Notice is hereby given that the Annual General Meeting ( AGM ) of Shareholders of Hexima Limited ( Company or Hexima ) will be held on Thursday, 27 November 2025 at 2.00pm AEDT at the offices of QR Lawyers, Level 6, 400 Collins Street, Melbourne, VIC 3000 ( Meeting ).

The Explanatory Memorandum accompanying this Notice provides additional information on matters and resolutions to be considered at the Meeting.

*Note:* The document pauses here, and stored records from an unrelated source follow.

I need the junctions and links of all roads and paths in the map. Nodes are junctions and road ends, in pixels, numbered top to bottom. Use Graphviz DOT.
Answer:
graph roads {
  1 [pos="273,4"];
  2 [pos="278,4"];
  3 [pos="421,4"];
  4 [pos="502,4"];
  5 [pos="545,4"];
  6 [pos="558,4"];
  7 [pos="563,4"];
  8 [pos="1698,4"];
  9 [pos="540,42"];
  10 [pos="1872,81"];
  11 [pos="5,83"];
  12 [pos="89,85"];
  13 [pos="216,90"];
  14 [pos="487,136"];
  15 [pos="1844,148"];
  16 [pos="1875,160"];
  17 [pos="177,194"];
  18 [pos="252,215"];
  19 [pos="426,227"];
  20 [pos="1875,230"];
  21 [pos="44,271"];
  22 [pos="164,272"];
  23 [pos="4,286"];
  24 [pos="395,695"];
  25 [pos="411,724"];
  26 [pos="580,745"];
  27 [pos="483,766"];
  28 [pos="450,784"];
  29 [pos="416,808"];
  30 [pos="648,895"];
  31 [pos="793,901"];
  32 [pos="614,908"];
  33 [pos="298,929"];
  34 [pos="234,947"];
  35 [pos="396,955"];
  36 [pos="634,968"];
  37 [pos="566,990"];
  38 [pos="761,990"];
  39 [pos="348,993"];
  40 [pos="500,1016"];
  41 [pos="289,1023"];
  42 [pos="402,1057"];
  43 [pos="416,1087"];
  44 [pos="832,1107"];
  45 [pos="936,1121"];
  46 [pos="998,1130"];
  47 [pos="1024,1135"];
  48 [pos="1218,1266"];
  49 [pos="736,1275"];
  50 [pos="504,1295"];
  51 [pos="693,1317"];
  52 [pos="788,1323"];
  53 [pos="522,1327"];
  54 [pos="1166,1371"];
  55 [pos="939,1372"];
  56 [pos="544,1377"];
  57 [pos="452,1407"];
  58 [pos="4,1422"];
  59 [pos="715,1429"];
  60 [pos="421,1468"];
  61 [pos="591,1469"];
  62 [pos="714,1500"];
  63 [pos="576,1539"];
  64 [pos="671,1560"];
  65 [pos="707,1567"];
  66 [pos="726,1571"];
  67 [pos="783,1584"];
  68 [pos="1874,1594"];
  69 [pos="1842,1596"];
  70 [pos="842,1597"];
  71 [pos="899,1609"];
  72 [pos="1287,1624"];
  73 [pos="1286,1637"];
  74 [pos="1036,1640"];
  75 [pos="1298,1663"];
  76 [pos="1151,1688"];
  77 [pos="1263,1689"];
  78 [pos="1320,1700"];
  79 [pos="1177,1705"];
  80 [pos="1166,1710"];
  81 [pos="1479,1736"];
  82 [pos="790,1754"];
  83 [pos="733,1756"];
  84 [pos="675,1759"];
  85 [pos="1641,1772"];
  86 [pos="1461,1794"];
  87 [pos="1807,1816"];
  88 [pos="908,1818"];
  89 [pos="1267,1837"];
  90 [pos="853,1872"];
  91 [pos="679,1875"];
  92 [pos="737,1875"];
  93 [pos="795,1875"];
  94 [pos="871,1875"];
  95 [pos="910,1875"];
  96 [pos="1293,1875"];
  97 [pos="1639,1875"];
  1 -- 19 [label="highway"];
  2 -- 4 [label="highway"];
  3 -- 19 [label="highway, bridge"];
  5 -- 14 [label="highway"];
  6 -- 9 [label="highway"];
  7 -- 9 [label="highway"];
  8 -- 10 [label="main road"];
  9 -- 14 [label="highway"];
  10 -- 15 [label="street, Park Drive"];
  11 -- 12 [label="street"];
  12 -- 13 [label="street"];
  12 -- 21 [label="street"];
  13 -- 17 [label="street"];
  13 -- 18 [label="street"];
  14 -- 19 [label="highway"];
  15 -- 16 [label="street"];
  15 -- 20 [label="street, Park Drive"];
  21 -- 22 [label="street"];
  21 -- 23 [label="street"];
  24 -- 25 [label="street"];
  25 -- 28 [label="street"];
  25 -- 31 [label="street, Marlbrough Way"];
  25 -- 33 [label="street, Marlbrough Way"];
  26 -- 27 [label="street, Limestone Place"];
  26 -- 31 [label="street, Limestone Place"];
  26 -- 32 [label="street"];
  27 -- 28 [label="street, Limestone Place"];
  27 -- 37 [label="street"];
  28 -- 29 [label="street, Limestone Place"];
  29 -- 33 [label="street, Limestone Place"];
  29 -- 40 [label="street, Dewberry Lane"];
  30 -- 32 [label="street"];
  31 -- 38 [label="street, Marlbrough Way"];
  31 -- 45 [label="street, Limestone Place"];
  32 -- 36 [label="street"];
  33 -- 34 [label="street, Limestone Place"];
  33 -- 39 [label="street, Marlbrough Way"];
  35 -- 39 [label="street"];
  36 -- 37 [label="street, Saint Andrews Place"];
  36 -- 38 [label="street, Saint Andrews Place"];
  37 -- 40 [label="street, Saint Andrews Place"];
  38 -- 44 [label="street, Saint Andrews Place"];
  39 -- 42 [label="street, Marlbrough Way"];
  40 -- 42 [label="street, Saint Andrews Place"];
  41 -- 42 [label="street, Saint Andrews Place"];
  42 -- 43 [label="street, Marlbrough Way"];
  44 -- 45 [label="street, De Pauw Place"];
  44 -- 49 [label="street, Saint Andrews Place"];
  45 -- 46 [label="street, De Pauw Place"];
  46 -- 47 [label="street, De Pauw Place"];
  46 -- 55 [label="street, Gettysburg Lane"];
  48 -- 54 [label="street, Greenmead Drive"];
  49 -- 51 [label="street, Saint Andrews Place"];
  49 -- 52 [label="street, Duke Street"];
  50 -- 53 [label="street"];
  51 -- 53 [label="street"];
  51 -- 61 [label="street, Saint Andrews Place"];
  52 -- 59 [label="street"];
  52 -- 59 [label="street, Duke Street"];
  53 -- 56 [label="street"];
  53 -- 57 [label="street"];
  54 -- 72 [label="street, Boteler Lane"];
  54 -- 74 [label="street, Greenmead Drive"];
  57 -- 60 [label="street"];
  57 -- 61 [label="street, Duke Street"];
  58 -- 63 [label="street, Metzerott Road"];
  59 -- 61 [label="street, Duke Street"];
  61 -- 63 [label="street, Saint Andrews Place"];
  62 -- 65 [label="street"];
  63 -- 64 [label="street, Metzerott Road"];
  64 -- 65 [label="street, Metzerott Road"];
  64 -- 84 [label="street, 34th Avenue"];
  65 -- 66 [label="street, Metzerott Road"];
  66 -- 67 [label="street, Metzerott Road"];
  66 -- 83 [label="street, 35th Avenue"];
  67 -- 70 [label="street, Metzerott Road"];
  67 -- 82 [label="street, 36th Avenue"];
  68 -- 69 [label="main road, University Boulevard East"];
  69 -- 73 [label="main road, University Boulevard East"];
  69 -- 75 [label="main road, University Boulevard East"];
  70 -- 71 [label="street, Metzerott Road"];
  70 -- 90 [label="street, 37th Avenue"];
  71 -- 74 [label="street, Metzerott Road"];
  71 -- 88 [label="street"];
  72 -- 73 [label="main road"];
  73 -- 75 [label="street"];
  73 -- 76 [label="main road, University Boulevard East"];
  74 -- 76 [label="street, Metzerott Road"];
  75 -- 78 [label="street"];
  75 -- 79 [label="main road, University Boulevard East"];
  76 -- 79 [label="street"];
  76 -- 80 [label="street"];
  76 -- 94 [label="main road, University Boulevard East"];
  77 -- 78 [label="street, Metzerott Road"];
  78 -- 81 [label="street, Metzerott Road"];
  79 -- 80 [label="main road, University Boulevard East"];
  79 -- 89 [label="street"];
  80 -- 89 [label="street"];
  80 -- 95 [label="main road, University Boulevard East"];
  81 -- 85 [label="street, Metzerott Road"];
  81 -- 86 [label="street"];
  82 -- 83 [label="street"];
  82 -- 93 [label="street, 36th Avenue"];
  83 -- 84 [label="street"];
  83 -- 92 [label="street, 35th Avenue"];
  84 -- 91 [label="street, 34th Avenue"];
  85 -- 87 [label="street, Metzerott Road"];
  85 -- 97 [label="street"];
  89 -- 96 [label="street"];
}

The Explanatory Memorandum, Voting Procedures and the Proxy Form comprise part of this Notice.

Items of business

________________

Item 1: Financial statements and reports

To receive and consider the Financial Report, the Directors’ Report and the Auditor’s Report for the Company for the financial year ended 30 June 2025.

All Shareholders can view the Annual Report, which contains the Financial Report for the year ended 30 June 2025, at https://www.asx.com.au/markets/trade-our-cash-market/announcements.hxl.

Resolution 1: Remuneration Report

To consider and, if thought fit, pass the following as an advisory resolution of the Company:

“To adopt the Remuneration Report for the year ended 30 June 2025.”

Notes:

  • (i) In accordance with section 250R of the Corporations Act, the vote on this resolution will be advisory only and will not bind the Directors or the Company.

  • (ii) A voting prohibition applies to this resolution (see Explanatory Memorandum for details).

Resolution 2: Re-election of Mr Phillip Hains

To consider and, if thought fit, pass the following as an ordinary resolution of the Company:

That Mr Phillip Hains, being a Director who is retiring in accordance with clause 24.10(b) of the Constitution and ASX Listing Rule 14.4, and being eligible, offers himself for re-election, be re-elected as a Director of the Company.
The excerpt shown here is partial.